# DATA FOR REVIEW:
● ● ●
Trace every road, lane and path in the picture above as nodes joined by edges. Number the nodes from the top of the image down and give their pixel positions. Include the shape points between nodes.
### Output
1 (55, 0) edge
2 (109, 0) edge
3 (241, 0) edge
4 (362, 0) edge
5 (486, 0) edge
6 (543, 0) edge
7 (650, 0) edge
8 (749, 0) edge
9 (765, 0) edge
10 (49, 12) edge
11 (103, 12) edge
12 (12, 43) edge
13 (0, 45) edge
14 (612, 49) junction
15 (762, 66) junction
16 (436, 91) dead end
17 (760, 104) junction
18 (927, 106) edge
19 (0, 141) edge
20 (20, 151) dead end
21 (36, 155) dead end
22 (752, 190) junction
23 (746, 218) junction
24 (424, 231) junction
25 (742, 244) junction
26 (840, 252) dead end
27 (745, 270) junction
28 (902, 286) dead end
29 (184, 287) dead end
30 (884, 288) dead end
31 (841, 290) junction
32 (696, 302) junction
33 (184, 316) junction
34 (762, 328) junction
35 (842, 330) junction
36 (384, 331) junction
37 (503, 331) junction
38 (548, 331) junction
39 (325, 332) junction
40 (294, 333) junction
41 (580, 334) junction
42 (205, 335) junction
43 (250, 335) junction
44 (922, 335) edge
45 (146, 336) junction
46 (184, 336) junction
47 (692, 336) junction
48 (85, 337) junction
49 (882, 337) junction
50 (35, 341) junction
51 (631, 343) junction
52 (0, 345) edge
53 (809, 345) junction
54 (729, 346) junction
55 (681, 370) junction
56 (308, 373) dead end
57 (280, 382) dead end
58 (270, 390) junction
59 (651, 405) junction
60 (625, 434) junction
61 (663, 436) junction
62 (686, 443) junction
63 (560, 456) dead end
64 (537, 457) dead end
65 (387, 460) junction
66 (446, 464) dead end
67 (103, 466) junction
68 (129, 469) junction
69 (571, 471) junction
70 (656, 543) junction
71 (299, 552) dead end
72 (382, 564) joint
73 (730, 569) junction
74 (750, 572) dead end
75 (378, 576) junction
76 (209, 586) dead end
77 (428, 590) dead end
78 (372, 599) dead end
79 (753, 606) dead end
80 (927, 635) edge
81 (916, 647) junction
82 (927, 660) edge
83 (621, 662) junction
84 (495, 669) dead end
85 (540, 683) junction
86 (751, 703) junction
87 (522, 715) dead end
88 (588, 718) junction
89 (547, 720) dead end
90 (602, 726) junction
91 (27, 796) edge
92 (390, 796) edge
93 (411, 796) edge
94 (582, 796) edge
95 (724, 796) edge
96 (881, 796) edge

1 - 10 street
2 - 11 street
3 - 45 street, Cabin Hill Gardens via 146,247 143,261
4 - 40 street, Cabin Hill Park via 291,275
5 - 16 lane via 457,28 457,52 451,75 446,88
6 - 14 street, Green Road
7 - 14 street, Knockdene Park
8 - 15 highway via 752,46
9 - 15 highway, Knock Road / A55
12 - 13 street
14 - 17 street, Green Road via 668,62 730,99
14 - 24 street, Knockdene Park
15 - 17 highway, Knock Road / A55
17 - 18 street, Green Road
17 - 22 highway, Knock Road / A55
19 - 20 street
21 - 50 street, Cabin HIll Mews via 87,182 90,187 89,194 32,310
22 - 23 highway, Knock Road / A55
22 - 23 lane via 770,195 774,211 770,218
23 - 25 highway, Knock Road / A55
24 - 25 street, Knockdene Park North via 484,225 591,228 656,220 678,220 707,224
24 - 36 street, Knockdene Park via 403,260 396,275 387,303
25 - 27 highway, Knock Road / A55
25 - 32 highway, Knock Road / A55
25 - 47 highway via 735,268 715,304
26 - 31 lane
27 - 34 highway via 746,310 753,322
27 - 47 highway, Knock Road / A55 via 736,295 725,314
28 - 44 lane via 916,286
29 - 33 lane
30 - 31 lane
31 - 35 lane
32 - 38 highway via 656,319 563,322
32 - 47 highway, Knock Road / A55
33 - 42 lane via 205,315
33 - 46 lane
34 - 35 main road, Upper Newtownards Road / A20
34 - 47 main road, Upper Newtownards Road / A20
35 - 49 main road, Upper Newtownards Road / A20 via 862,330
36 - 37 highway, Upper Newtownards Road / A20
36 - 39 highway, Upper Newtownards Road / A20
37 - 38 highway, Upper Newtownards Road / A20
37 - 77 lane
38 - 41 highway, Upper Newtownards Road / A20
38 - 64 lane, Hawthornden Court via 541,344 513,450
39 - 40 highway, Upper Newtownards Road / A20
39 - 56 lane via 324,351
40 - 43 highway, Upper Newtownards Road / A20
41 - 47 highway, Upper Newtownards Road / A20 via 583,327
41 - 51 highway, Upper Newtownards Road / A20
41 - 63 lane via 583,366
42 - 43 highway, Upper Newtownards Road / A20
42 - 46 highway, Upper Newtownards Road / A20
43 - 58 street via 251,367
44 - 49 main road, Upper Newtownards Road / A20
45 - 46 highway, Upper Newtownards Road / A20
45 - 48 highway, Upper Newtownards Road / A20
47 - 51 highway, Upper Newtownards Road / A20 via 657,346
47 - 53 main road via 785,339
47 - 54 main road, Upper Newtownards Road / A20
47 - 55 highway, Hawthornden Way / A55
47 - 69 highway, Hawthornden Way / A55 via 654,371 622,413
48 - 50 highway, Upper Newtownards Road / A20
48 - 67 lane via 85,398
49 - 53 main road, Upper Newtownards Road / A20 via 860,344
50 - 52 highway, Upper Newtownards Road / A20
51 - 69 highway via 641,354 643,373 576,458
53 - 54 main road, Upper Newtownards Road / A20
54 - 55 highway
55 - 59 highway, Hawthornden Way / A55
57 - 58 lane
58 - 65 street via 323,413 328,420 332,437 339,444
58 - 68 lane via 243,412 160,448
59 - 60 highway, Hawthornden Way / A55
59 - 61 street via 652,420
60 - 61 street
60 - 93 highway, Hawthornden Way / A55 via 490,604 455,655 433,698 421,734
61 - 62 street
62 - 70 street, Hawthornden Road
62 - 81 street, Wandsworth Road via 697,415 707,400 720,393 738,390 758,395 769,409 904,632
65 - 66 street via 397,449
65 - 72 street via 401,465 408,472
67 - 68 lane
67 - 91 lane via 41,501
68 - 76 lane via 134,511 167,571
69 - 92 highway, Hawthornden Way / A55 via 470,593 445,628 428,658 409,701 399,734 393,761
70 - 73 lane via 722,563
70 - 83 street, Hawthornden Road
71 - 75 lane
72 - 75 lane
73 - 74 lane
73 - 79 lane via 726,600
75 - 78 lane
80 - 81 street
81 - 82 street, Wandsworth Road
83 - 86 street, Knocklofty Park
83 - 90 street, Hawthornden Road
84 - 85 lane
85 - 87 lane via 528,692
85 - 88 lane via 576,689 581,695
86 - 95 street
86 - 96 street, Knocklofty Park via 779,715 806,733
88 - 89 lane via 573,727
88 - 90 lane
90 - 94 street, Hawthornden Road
● ● ●
# PROBLEM DESCRIPTION:
Among the lines above, which ones include the word "Wandsworth"? Copy them.

# OUTPUT FOR THIS EXERCISE:
62 - 81 street, Wandsworth Road via 697,415 707,400 720,393 738,390 758,395 769,409 904,632
81 - 82 street, Wandsworth Road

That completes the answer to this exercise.